_TASK OBJECTIVE:_ Range to reproduce from the entries below: the line with "ring pip: (279, 145)", the line with "thumb cmc: (211, 247)", and every line in between. Give them exactly and give nothing else.

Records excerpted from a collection
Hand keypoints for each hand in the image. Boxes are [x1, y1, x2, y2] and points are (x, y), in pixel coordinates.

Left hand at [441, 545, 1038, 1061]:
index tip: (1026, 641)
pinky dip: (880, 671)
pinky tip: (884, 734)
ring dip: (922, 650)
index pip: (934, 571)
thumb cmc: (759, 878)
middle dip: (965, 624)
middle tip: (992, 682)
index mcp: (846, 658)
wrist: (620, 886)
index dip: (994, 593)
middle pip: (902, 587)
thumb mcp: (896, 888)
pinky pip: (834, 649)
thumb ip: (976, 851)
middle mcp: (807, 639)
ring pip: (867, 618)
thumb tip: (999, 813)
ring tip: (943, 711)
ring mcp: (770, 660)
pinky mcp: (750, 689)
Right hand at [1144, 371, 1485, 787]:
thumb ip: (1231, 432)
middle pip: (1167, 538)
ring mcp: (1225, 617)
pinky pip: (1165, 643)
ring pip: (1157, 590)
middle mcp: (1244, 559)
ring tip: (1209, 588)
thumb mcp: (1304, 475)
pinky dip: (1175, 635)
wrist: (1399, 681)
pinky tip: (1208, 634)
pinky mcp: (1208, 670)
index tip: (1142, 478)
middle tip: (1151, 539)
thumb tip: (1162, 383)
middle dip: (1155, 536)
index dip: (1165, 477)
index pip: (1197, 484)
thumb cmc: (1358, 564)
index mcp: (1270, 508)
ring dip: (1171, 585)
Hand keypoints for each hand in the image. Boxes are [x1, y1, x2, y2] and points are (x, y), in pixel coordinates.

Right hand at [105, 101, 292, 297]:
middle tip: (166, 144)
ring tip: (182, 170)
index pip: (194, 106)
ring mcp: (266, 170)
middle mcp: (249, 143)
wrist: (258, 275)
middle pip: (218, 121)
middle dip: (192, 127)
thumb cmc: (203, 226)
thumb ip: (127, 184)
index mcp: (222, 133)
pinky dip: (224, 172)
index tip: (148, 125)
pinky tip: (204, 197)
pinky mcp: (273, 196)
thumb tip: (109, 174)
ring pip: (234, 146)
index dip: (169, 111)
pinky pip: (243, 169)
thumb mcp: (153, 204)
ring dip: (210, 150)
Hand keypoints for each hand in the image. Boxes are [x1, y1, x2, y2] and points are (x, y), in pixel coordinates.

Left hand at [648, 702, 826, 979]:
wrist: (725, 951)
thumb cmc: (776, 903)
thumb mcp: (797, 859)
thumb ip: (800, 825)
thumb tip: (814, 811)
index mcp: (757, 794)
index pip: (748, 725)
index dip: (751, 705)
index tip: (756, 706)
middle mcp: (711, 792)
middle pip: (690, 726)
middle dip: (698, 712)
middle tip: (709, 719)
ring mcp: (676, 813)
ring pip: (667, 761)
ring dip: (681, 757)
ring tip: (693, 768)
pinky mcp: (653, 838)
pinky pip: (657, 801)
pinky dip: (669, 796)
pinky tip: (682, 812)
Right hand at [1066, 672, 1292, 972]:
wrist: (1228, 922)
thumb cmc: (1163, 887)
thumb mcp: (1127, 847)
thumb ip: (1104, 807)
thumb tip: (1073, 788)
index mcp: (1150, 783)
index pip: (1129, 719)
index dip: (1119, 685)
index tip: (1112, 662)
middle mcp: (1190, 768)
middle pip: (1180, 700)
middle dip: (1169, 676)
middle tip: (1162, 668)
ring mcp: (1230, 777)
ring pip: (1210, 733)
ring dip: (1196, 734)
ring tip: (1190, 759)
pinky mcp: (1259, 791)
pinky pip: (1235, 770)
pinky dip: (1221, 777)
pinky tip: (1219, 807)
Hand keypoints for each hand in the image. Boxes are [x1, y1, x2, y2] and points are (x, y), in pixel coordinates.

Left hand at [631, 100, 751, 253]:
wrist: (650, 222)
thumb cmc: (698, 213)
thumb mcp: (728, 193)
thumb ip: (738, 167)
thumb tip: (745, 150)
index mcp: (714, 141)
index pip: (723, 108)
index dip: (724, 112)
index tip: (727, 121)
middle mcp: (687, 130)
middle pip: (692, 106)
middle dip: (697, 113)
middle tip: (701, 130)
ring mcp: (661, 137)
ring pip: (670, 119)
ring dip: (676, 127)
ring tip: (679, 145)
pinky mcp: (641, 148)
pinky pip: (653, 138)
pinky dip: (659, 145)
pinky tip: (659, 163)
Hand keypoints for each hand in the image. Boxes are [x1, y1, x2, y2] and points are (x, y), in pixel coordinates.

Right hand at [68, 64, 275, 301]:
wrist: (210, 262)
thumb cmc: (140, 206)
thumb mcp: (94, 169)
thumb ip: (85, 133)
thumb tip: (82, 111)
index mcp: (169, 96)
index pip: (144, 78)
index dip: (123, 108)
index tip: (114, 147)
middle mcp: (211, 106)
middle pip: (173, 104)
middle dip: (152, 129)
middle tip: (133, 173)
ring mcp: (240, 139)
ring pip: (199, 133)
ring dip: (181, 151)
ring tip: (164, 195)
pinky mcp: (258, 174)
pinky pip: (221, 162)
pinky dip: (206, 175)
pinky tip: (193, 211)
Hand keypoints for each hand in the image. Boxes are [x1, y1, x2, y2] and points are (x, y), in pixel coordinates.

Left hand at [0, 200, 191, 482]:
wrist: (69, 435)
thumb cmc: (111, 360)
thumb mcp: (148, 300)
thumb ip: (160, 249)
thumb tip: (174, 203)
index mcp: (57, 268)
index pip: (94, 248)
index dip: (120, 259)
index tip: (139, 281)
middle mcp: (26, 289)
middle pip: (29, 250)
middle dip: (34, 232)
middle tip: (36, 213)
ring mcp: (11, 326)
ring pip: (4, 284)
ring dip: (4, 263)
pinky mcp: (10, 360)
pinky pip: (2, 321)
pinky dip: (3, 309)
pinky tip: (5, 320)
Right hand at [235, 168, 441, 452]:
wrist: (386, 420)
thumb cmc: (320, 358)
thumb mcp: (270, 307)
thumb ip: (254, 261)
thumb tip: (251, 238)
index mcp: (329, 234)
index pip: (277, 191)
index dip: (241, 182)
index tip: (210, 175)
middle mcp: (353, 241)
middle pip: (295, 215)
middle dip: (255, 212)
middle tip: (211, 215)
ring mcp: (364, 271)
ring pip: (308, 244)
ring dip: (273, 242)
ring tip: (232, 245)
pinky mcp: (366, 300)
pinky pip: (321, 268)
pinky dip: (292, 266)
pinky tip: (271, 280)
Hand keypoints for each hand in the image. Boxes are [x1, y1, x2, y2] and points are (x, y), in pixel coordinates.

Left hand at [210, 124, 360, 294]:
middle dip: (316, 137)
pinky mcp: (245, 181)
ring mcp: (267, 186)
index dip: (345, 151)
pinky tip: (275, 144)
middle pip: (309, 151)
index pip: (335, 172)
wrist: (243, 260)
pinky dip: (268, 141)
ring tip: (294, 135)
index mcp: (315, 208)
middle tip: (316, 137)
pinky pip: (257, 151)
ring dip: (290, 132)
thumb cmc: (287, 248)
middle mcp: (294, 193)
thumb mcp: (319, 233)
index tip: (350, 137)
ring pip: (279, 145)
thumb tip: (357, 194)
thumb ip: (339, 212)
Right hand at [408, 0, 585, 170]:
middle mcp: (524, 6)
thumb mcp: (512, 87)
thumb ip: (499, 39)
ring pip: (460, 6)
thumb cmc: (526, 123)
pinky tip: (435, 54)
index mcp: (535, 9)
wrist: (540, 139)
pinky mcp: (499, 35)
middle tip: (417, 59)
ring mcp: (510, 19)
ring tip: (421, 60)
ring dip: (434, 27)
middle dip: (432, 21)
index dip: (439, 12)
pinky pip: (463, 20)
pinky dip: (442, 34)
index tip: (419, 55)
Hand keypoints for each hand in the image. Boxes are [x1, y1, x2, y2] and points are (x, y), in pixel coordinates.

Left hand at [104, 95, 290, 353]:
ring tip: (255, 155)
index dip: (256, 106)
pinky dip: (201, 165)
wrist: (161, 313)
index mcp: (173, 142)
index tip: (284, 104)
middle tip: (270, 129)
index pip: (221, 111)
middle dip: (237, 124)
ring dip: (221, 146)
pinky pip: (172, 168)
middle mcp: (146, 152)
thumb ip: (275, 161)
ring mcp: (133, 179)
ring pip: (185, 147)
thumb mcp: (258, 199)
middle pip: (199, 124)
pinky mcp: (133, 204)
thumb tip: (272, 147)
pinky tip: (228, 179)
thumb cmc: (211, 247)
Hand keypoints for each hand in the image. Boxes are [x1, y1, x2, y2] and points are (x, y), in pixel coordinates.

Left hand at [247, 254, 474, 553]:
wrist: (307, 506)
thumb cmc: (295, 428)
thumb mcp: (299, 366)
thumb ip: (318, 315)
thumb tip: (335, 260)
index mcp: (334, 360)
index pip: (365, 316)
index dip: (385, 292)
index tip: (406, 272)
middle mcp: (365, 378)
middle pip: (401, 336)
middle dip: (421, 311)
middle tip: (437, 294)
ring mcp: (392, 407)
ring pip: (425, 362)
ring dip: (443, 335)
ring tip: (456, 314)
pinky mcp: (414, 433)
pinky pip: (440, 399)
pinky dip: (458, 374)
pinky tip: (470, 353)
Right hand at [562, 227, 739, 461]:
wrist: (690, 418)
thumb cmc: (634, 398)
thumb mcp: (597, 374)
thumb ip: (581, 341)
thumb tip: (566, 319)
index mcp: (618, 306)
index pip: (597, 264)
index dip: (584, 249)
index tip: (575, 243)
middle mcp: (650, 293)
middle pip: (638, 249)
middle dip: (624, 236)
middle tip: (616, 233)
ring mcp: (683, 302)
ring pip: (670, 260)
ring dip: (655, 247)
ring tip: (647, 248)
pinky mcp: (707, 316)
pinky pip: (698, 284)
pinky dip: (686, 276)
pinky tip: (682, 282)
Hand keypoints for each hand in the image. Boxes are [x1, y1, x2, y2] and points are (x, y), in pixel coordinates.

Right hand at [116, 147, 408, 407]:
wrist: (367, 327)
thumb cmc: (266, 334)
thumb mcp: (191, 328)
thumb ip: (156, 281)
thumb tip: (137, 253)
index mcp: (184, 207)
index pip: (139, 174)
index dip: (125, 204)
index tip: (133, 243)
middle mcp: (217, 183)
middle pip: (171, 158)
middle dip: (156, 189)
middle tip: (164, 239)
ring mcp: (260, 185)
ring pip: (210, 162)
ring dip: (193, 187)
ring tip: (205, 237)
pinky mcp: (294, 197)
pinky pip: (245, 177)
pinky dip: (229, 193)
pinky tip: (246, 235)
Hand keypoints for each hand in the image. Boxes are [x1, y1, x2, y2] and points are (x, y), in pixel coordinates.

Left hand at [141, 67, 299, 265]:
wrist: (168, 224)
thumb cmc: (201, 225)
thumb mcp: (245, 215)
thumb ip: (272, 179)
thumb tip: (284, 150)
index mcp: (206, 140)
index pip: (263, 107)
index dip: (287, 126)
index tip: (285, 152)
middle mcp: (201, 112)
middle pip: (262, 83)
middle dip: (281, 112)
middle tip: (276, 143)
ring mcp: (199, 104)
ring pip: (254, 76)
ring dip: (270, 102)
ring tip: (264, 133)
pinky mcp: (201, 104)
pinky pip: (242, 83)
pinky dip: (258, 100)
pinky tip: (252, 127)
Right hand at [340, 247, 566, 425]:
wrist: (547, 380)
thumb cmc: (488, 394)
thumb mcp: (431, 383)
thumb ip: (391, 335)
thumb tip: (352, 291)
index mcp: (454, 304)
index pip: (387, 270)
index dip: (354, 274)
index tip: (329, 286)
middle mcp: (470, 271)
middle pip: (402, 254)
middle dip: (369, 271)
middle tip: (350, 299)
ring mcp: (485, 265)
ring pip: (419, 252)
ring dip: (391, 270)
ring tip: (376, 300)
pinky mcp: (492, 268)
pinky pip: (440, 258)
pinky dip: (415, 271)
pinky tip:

_SOLUTION FOR THIS TASK:_
ring pip: (279, 145)
thumb tip: (357, 194)
thumb ip: (339, 212)
Right hand at [408, 0, 585, 170]:
middle mcp: (524, 6)
thumb mcp: (512, 87)
thumb ip: (499, 39)
ring pip: (460, 6)
thumb cmc: (526, 123)
pinky tip: (435, 54)
index mcp: (535, 9)
wrist: (540, 139)
pinky mcp: (499, 35)
middle tip: (417, 59)
ring mcp: (510, 19)
ring tip: (421, 60)
ring dip: (434, 27)
middle dip: (432, 21)
index dip: (439, 12)
pinky pip: (463, 20)
pinky dip: (442, 34)
index tip: (419, 55)
Hand keypoints for each hand in the image. Boxes are [x1, y1, x2, y2] and points are (x, y), in pixel coordinates.

Left hand at [104, 95, 290, 353]:
ring tip: (255, 155)
index dip: (256, 106)
pinky dip: (201, 165)
wrist: (161, 313)
index mcp: (173, 142)
index tip: (284, 104)
middle tip: (270, 129)
index pip: (221, 111)
middle dip: (237, 124)
ring dip: (221, 146)
pinky pip: (172, 168)
middle mcp: (146, 152)
thumb ip: (275, 161)
ring mcp: (133, 179)
ring pip: (185, 147)
thumb mcp: (258, 199)
middle pip: (199, 124)
pinky mcp: (133, 204)
thumb tip: (272, 147)
pinky tip: (228, 179)
thumb cmc: (211, 247)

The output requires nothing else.